● BRIEF: Print the listing below exactly, minus its pictures.

● RECORDS SHOWN:

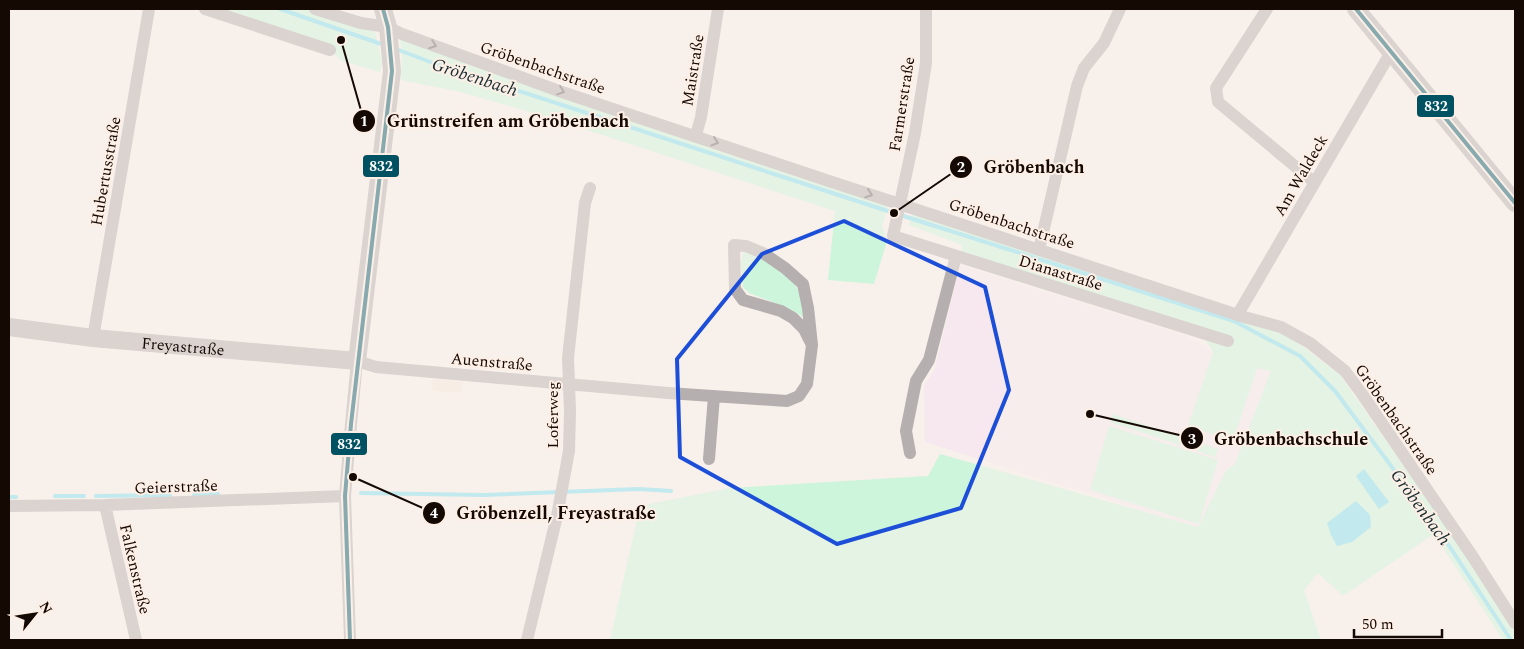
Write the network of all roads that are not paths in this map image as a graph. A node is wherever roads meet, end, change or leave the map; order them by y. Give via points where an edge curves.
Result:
1 (149, 9) edge
2 (205, 9) edge
3 (315, 9) edge
4 (383, 9) edge
5 (718, 9) edge
6 (926, 9) edge
7 (1120, 9) edge
8 (1267, 9) edge
9 (1356, 9) edge
10 (389, 41) junction
11 (330, 50) dead end
12 (1391, 52) junction
13 (696, 135) junction
14 (1314, 182) junction
15 (590, 188) dead end
16 (1515, 203) edge
17 (898, 216) junction
18 (1040, 250) junction
19 (956, 256) junction
20 (1238, 314) junction
21 (9, 327) edge
22 (92, 338) junction
23 (1228, 341) dead end
24 (812, 345) junction
25 (357, 361) junction
26 (569, 384) junction
27 (714, 396) junction
28 (910, 453) dead end
29 (709, 459) dead end
30 (345, 496) junction
31 (105, 505) junction
32 (9, 506) edge
33 (1515, 623) edge
34 (136, 640) edge
35 (350, 640) edge
36 (527, 640) edge

1 - 22 street, Hubertusstraße
2 - 11 street
3 - 10 street, Gröbenbachstraße via 361,24
4 - 10 street
5 - 13 street, Maistraße
6 - 17 street, Farmerstraße via 926,63
7 - 18 street via 1104,43 1084,68 1077,86
8 - 14 street via 1216,88 1218,102
9 - 12 street
10 -> 13 street, Gröbenbachstraße via 402,34
10 - 25 street via 392,71
12 - 14 street, Am Waldeck
12 - 16 street
13 -> 17 street, Gröbenbachstraße via 829,181
14 - 20 street, Am Waldeck
15 - 26 street, Loferweg via 584,203 569,339
17 - 18 street, Gröbenbachstraße
17 - 19 street, Dianastraße via 893,236
18 - 20 street, Gröbenbachstraße
19 - 23 street, Dianastraße
19 - 28 street via 929,360 916,381 906,432
20 - 33 street, Gröbenbachstraße via 1281,327 1310,343 1345,371
21 - 22 street, Freyastraße
22 - 25 street, Freyastraße
24 - 24 street, Auenstraße via 803,284 763,253 734,245 735,289 743,300 782,311 793,318 804,329
24 - 27 street, Auenstraße via 807,384 799,396 787,401
25 - 26 street, Auenstraße via 376,367
25 - 30 street
26 - 27 street, Auenstraße
26 - 36 street, Loferweg via 569,451
27 - 29 street
30 - 31 street, Geierstraße
30 - 35 street
31 - 32 street, Geierstraße
31 - 34 street, Falkenstraße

● SOLUTION TO THE PROBLEM:
Write the network of all roads that are not paths in this map image as a graph. A node is wherever roads meet, end, change or leave the map; order them by y. Give via points where an edge curves.
Result:
1 (149, 9) edge
2 (205, 9) edge
3 (315, 9) edge
4 (383, 9) edge
5 (718, 9) edge
6 (926, 9) edge
7 (1120, 9) edge
8 (1267, 9) edge
9 (1356, 9) edge
10 (389, 41) junction
11 (330, 50) dead end
12 (1391, 52) junction
13 (696, 135) junction
14 (1314, 182) junction
15 (590, 188) dead end
16 (1515, 203) edge
17 (898, 216) junction
18 (1040, 250) junction
19 (956, 256) junction
20 (1238, 314) junction
21 (9, 327) edge
22 (92, 338) junction
23 (1228, 341) dead end
24 (812, 345) junction
25 (357, 361) junction
26 (569, 384) junction
27 (714, 396) junction
28 (910, 453) dead end
29 (709, 459) dead end
30 (345, 496) junction
31 (105, 505) junction
32 (9, 506) edge
33 (1515, 623) edge
34 (136, 640) edge
35 (350, 640) edge
36 (527, 640) edge

1 - 22 street, Hubertusstraße
2 - 11 street
3 - 10 street, Gröbenbachstraße via 361,24
4 - 10 street
5 - 13 street, Maistraße
6 - 17 street, Farmerstraße via 926,63
7 - 18 street via 1104,43 1084,68 1077,86
8 - 14 street via 1216,88 1218,102
9 - 12 street
10 -> 13 street, Gröbenbachstraße via 402,34
10 - 25 street via 392,71
12 - 14 street, Am Waldeck
12 - 16 street
13 -> 17 street, Gröbenbachstraße via 829,181
14 - 20 street, Am Waldeck
15 - 26 street, Loferweg via 584,203 569,339
17 - 18 street, Gröbenbachstraße
17 - 19 street, Dianastraße via 893,236
18 - 20 street, Gröbenbachstraße
19 - 23 street, Dianastraße
19 - 28 street via 929,360 916,381 906,432
20 - 33 street, Gröbenbachstraße via 1281,327 1310,343 1345,371
21 - 22 street, Freyastraße
22 - 25 street, Freyastraße
24 - 24 street, Auenstraße via 803,284 763,253 734,245 735,289 743,300 782,311 793,318 804,329
24 - 27 street, Auenstraße via 807,384 799,396 787,401
25 - 26 street, Auenstraße via 376,367
25 - 30 street
26 - 27 street, Auenstraße
26 - 36 street, Loferweg via 569,451
27 - 29 street
30 - 31 street, Geierstraße
30 - 35 street
31 - 32 street, Geierstraße
31 - 34 street, Falkenstraße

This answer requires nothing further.